The ``python_function`` model flavor serves as a default model interface for MLflow Python models.
Any MLflow Python model is expected to be loadable as a ``python_function`` model.
In addition, the ``mlflow.pyfunc`` module defines a generic :ref:`filesystem format
<pyfunc-filesystem-format>` for Python models and provides utilities for saving to and loading from
this format. The format is self contained in the sense that it includes all necessary information
for anyone to load it and use it. Dependencies are either stored directly with the model or
referenced via a Conda environment.
The ``mlflow.pyfunc`` module also defines utilities for creating custom ``pyfunc`` models
using frameworks and inference logic that may not be natively included in MLflow. See
:ref:`pyfunc-create-custom`.
.. _pyfunc-inference-api:
*************
Inference API
*************
Python function models are loaded as an instance of :py:class:`PyFuncModel
<mlflow.pyfunc.PyFuncModel>`, which is an MLflow wrapper around the model implementation and model
metadata (MLmodel file). You can score the model by calling the :py:func:`predict()
<mlflow.pyfunc.PyFuncModel.predict>` method, which has the following signature::
predict(
model_input: [pandas.DataFrame, Dict[str, numpy.ndarray], numpy.ndarray]
) -> [numpy.ndarray | pandas.(Series | DataFrame)]
All PyFunc models will support `pandas.DataFrame` as input and DL PyFunc models will also support
tensor inputs in the form of Dict[str, numpy.ndarray] (named tensors) and `numpy.ndarrays`
(unnamed tensors).
.. _pyfunc-filesystem-format:
*****************
Filesystem format
*****************
The Pyfunc format is defined as a directory structure containing all required data, code, and
configuration::
./dst-path/
./MLmodel: configuration
<code>: code packaged with the model (specified in the MLmodel file)
<data>: data packaged with the model (specified in the MLmodel file)
<env>: Conda environment definition (specified in the MLmodel file)
The directory structure may contain additional contents that can be referenced by the ``MLmodel``
configuration.
.. _pyfunc-model-config:
MLModel configuration
#####################
A Python model contains an ``MLmodel`` file in **python_function** format in its root with the
following parameters:
- loader_module [required]:
Python module that can load the model.
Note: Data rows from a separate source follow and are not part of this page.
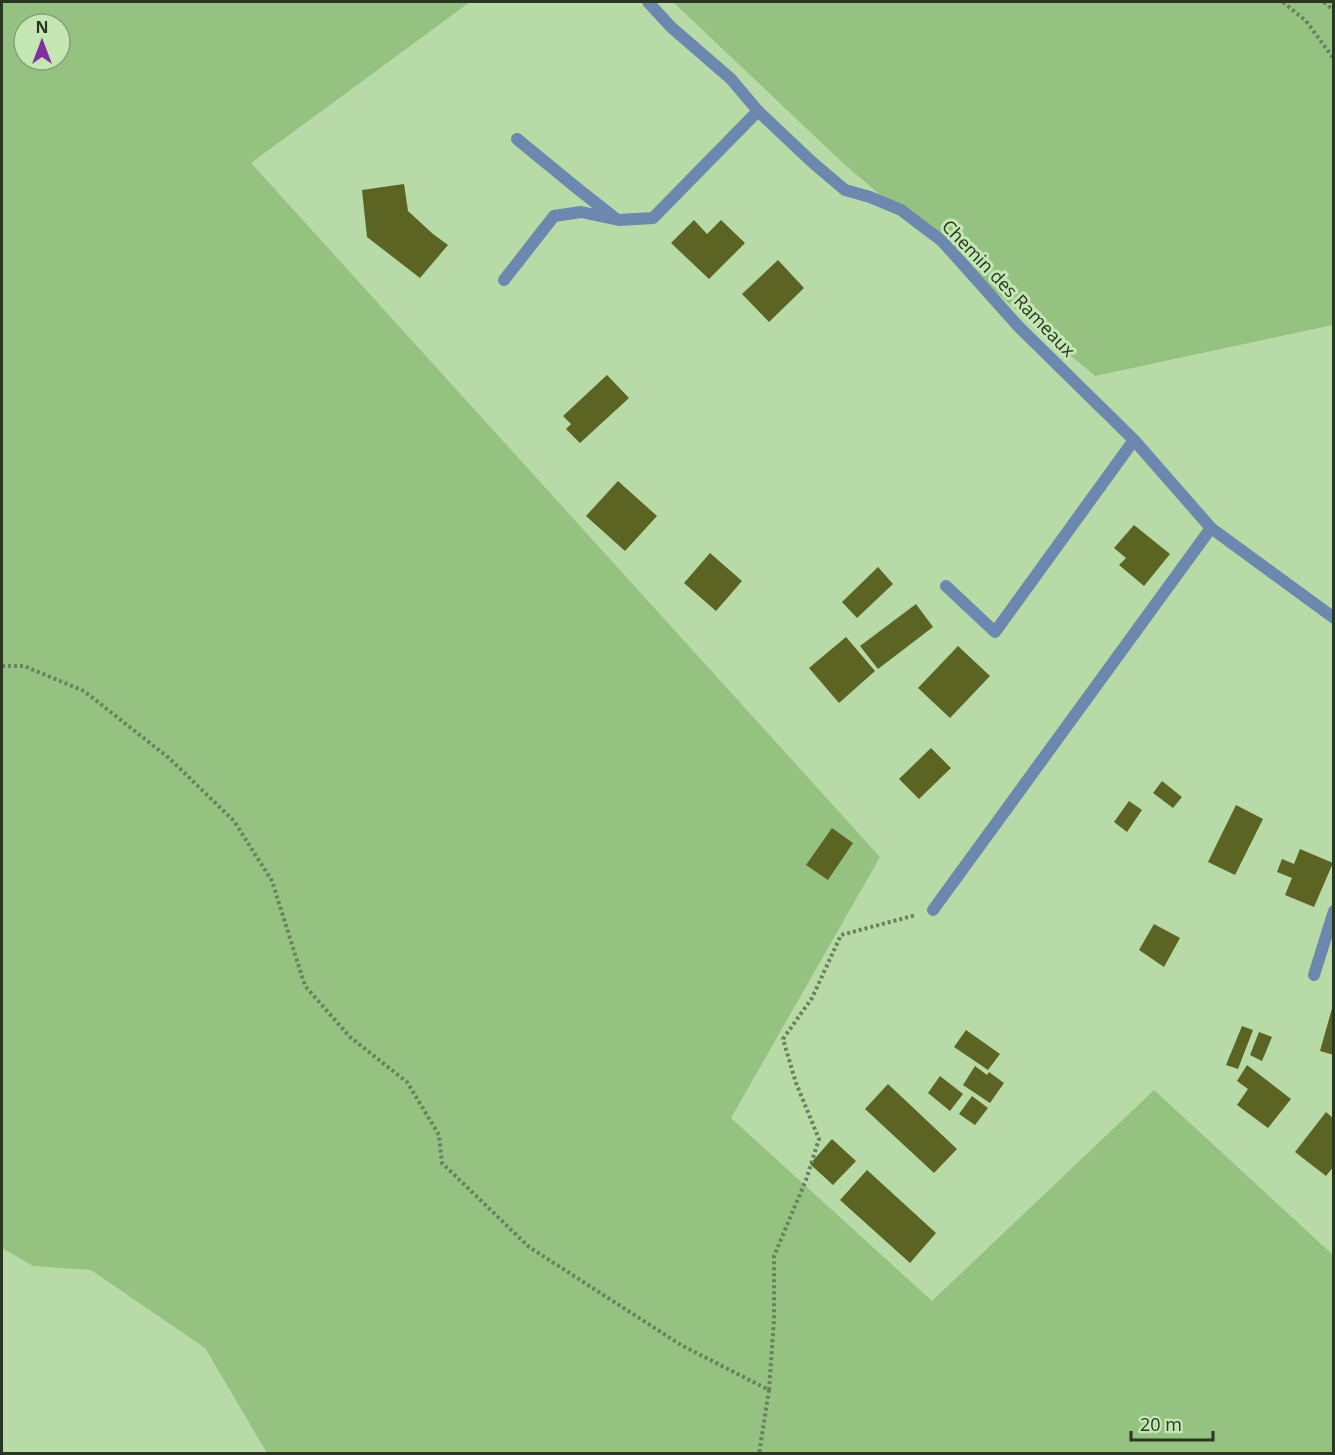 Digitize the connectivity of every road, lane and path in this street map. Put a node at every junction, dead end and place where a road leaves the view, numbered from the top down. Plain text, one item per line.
1 (648, 2) edge
2 (1283, 2) edge
3 (1324, 2) edge
4 (1334, 11) edge
5 (1334, 59) edge
6 (758, 111) junction
7 (517, 139) dead end
8 (619, 220) junction
9 (504, 280) dead end
10 (1134, 440) junction
11 (1211, 528) junction
12 (946, 586) dead end
13 (1334, 618) edge
14 (2, 666) edge
15 (933, 910) joint
16 (1334, 911) edge
17 (1314, 975) dead end
18 (769, 1390) junction
19 (759, 1454) edge

1 - 6 street, Chemin des Rameaux
2 - 5 path
3 - 4 path
6 - 8 street
6 - 10 street, Chemin des Rameaux
7 - 8 street
8 - 9 street
10 - 11 street, Chemin des Rameaux
10 - 12 street
11 - 13 street, Chemin des Rameaux
11 - 15 street
14 - 18 path
15 - 18 path
16 - 17 street
18 - 19 path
Expected as module identifier
e.g. ``mlflow.sklearn``, it will be imported using ``importlib.import_module``.
The imported module must contain a function with the following signature::
_load_pyfunc(path: string) -> <pyfunc model implementation>
The path argument is specified by the ``data`` parameter and may refer to a file or
directory. The model implementation is expected to be an object with a
``predict`` method with the following signature::
predict(
model_input: [pandas.DataFrame, Dict[str, numpy.ndarray], numpy.ndarray]
) -> [numpy.ndarray | pandas.(Series | DataFrame)]
- code [optional]:
Relative path to a directory containing the code packaged with this model.
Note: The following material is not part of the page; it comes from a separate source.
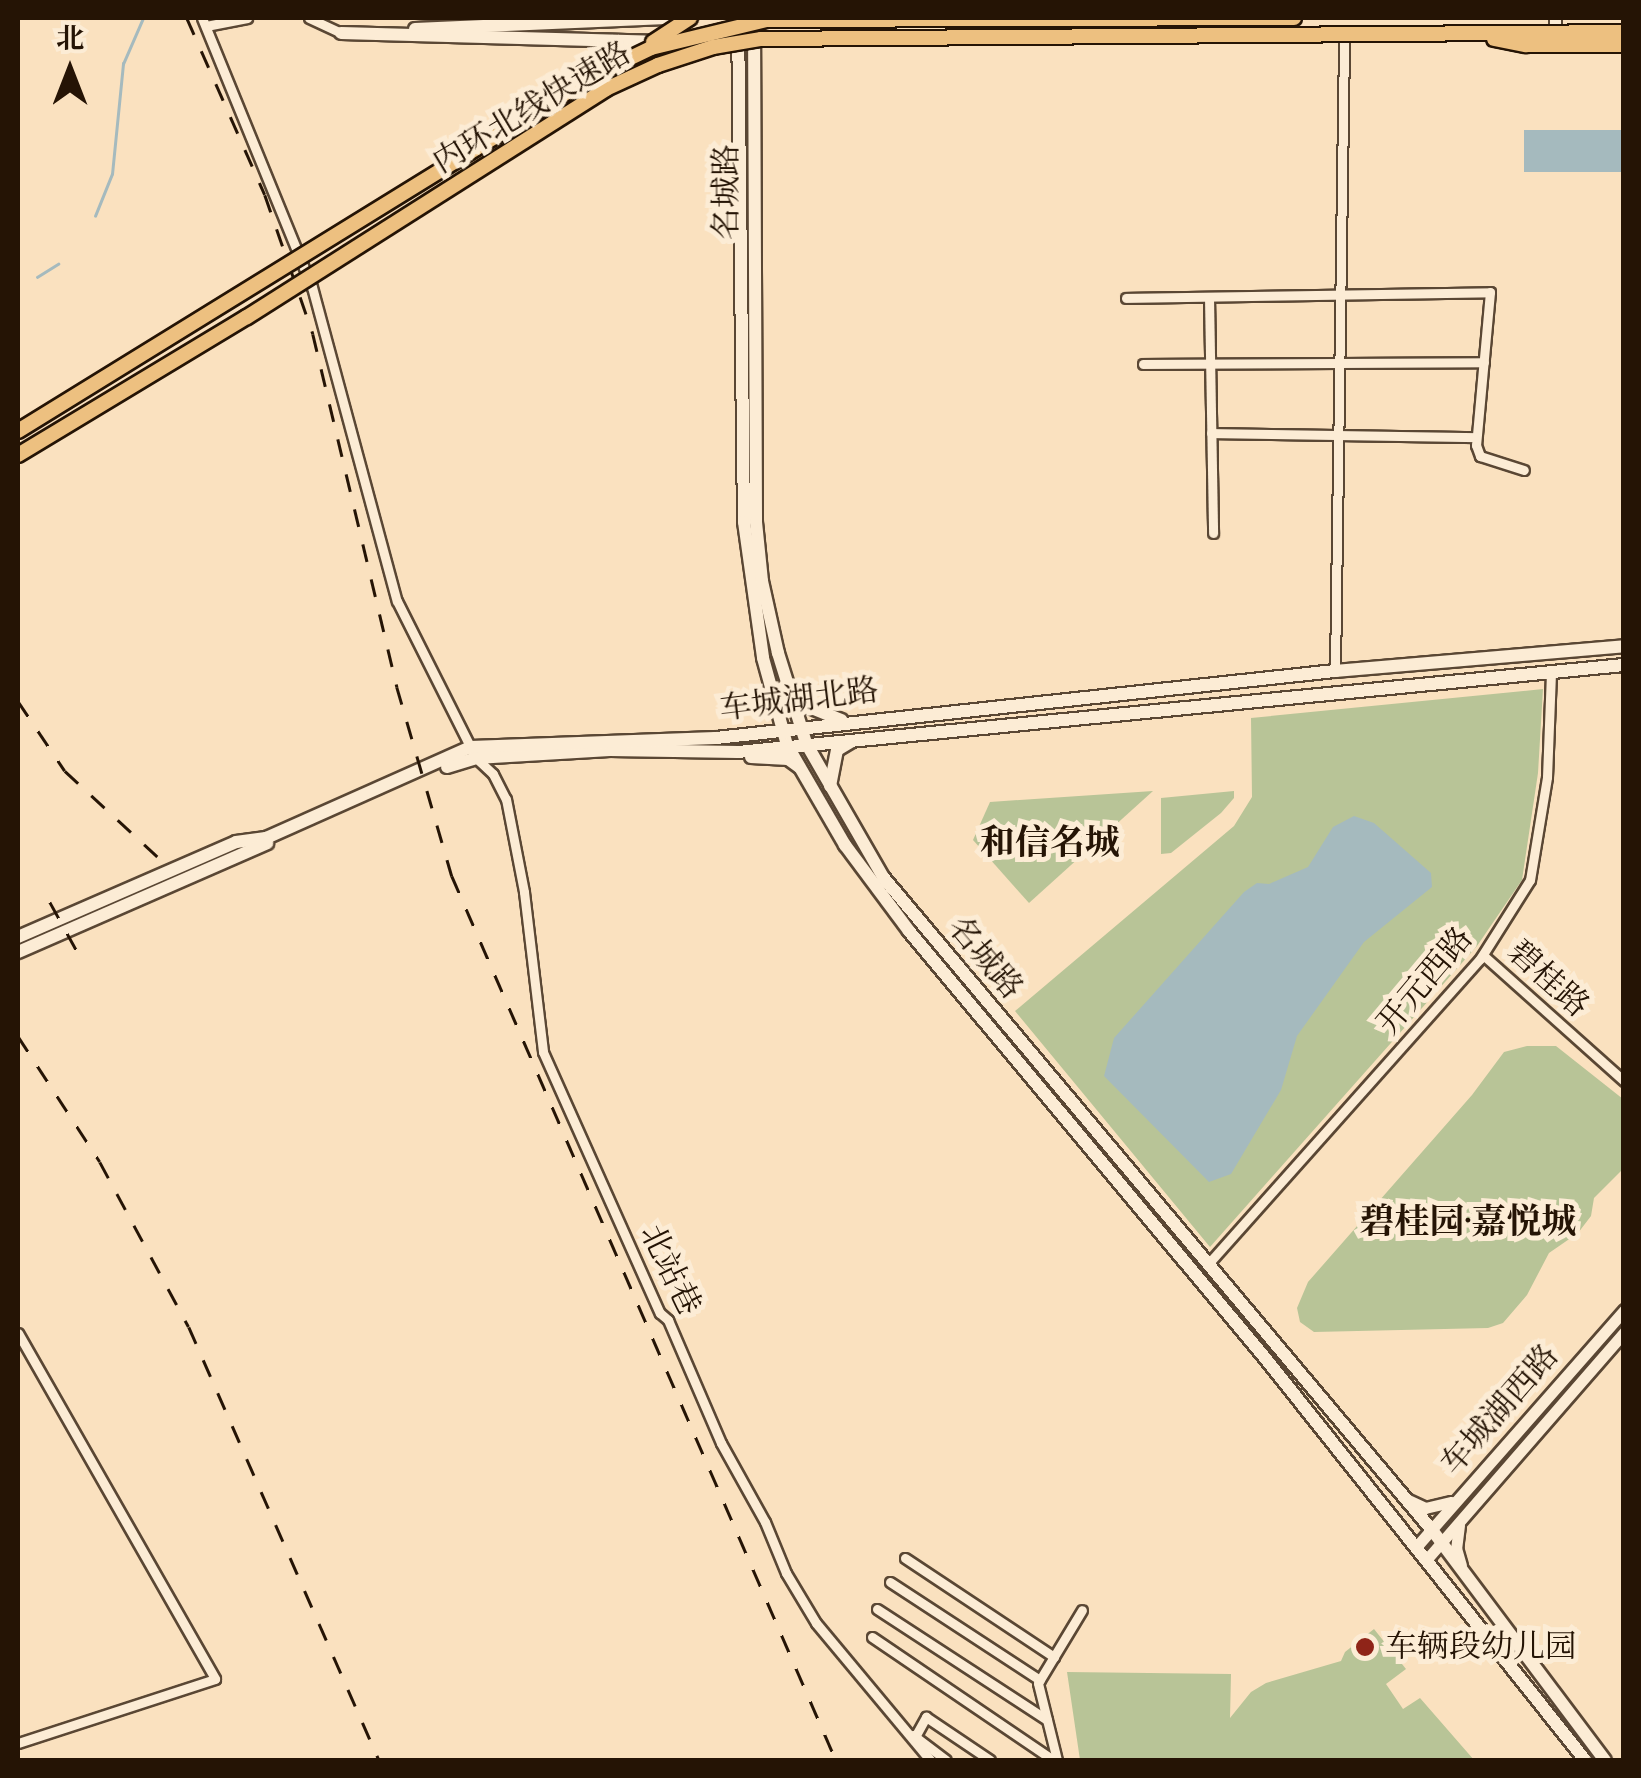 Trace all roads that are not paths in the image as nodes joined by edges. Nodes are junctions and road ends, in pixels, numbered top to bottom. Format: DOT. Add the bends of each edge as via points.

All files and directories inside this directory are added to the Python path
prior to importing the model loader.
- data [optional]:
Relative path to a file or directory containing model data.
The path is passed to the model loader.
- env [optional]:
Relative path to an exported Conda environment. If present this environment
should be activated prior to running the model.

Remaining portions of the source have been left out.